Let me share a "sweet smackeral" with you just to give you a "taste" of what I have been feasting on. First some excepts from Performance Notes – an essay by Mary Oliver on the liner notes of the CD.
"Poetry is Prayer, it is passion and story and music, it is beauty, comfort, it is agitation, declaration, it is thanksgiving. Some poems are radiant and oracular, some are quiet and full of tenderness, like a letter written to a friend. Often poetry is the gate to a new life. Or, sometimes, the restoration of an old world gone. It brings new thoughts or the welcome remembrance of old ones. It offers simple pleasure, complicated joy, and even, at times, healing. Poetry does not work for everyone, but works for the many who open themselves to it. As the world changes from the long winter into spring, and everything takes on a freshness, and a spiritual meaning, just so poetry can quicken, enliven the interior world of the listener.
Much of the work of the poet is a mystery, but the last labor is clear; it is the deliverance of the poem. Often this happens through a manuscript or a book, but it can occur in a vocal way also. Has everyone at some time looked up the original meaning of performance? It means, says Webster, "to finish, to complete." The poem is meant to be given away, best of all by the spoken presentation of it; then the work is complete. Which makes performance sound, does it not, like part o the life-work of the poem, which I think it is. As if the poem itself had an independent life, or the endless possibility of its own life, in minds other than the poet's, which I think it has.
…Poetry is neither purely music nor purely speech, but contains parts of each…:
You will have to buy the CD to get the full impact of the "music" of these poems, but let me share a couple of "notes" with you.
At Blackwater Pond
At Blackwater Pond the tossed waters have settled
after a night of rain.
I dip my cupped hand. I drink
a long time. It tastes
like stone, leaves, fire. It falls cold
into my body, waking the bones. I hear them
deep inside me, whispering
oh what is that beautiful thing
that just happened?
This next poem is an old favourite but when I listened to it for the first time the other day I thought of all my blogging buddies who are birders, and listen for those "fragile bells" every day.
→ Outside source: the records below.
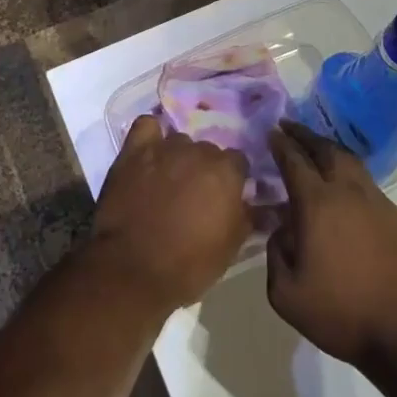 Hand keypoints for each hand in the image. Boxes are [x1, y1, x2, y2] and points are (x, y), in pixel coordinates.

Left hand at [91, 115, 251, 314]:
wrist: (132, 270)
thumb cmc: (188, 264)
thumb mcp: (231, 247)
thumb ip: (248, 217)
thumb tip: (264, 205)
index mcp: (226, 172)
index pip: (238, 161)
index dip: (233, 178)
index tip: (225, 196)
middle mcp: (198, 151)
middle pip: (208, 150)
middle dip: (205, 168)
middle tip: (195, 193)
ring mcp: (164, 148)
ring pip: (179, 141)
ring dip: (178, 157)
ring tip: (168, 180)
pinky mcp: (133, 152)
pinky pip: (146, 127)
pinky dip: (150, 136)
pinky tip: (149, 152)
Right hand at [265, 121, 396, 369]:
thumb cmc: (343, 314)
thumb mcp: (287, 295)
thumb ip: (276, 253)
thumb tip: (283, 229)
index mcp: (317, 204)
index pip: (294, 161)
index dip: (280, 144)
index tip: (270, 132)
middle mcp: (348, 192)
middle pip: (326, 150)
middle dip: (305, 135)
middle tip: (290, 127)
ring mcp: (378, 202)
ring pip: (351, 162)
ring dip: (330, 150)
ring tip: (316, 149)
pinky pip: (367, 184)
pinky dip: (349, 174)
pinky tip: (344, 189) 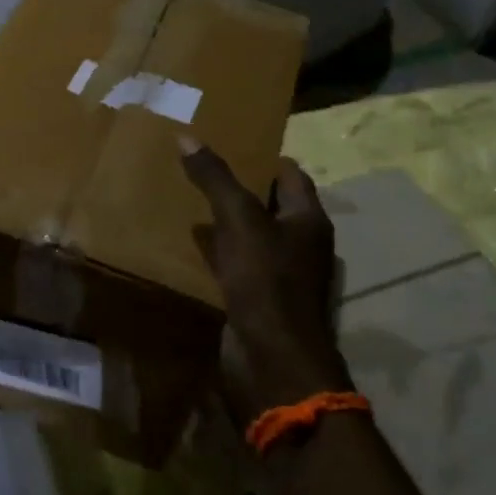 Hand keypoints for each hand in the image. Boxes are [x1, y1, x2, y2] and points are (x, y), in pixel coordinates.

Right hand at [180, 136, 350, 411]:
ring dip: (226, 221)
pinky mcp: (258, 297)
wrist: (272, 358)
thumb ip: (215, 179)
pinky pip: (237, 264)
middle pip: (270, 205)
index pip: (290, 175)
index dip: (262, 157)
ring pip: (251, 235)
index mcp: (308, 220)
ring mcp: (280, 273)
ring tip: (188, 200)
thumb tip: (187, 137)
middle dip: (239, 187)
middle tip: (199, 168)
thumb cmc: (266, 281)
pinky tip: (190, 245)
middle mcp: (300, 243)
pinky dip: (217, 252)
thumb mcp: (239, 220)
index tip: (227, 143) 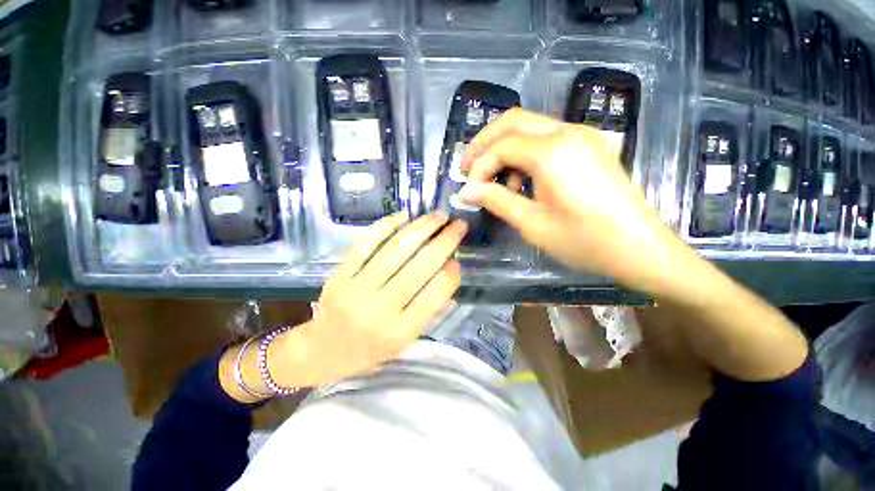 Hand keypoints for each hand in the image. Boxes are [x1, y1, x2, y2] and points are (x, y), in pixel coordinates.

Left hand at [274, 211, 466, 386]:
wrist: (321, 352)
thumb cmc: (369, 350)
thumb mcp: (404, 341)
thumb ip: (428, 310)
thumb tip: (448, 271)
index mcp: (399, 333)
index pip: (433, 296)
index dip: (450, 274)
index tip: (459, 258)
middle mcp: (379, 311)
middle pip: (418, 268)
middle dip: (444, 242)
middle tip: (458, 225)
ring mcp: (356, 290)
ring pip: (394, 251)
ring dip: (420, 228)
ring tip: (437, 216)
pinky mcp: (339, 275)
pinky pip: (365, 244)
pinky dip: (385, 226)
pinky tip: (403, 216)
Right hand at [460, 108, 694, 293]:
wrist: (639, 249)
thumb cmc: (583, 241)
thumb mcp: (532, 224)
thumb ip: (496, 201)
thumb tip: (466, 191)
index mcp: (552, 152)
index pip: (501, 147)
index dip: (479, 167)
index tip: (469, 191)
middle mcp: (568, 132)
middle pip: (513, 121)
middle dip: (485, 142)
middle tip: (469, 168)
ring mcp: (582, 136)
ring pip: (530, 126)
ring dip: (505, 148)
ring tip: (499, 182)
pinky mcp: (589, 146)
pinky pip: (548, 138)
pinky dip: (526, 153)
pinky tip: (525, 180)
Some goldfinches were having a melodious argument at the edge of a puddle. The birds wanted to bathe, or perhaps just dip their heads and look at themselves, and they were having trouble with who should be first, and so on. So they discussed it while I stood in the distance, listening. Perhaps in Tibet, in the old holy places, they also have such fragile bells. Or are these birds really just that, bells come to us – come to this road in America – let us bow our heads and remember how we used to do it, say a prayer.
Meanwhile the birds bathe and splash and have a good time. Then they fly off, their dark wings opening from their bright yellow bodies; their tiny feet, all washed, clasping the air.
OK, just one more, and then I must stop and step into the rest of my day.
You do not have to be good.
You do not have to walk on your knees
for a hundred miles through the desert, repenting.
You only have to let the soft animal of your body
love what it loves.
Tell me about despair, yours, and I will tell you mine.
Meanwhile the world goes on.
Meanwhile the sun and the clear pebbles of the rain
are moving across the landscapes,
over the prairies and the deep trees,
the mountains and the rivers.
Meanwhile the wild geese, high in the clean blue air,
are heading home again.
Whoever you are, no matter how lonely,
the world offers itself to your imagination,
calls to you like the wild geese, harsh and exciting –
over and over announcing your place
in the family of things.
Well, maybe one more, and then that is it! I think.
In every heart there is a coward and a procrastinator.
In every heart there is a god of flowers, just waiting
to come out of its cloud and lift its wings.
The kookaburras, kingfishers, pressed against the edge of
their cage, they asked me to open the door.
Years later I wake in the night and remember how I said to them,
no, and walked away.
They had the brown eyes of soft-hearted dogs.
They didn't want to do anything so extraordinary, only to fly
home to their river.
By now I suppose the great darkness has covered them.
As for myself, I am not yet a god of even the palest flowers.
Nothing else has changed either.
Someone tosses their white bones to the dung-heap.
The sun shines on the latch of their cage.
I lie in the dark, my heart pounding.
I really must stop now. Hope you enjoyed this taste of my new CD. If you are a Mary Oliver fan this CD is a must have.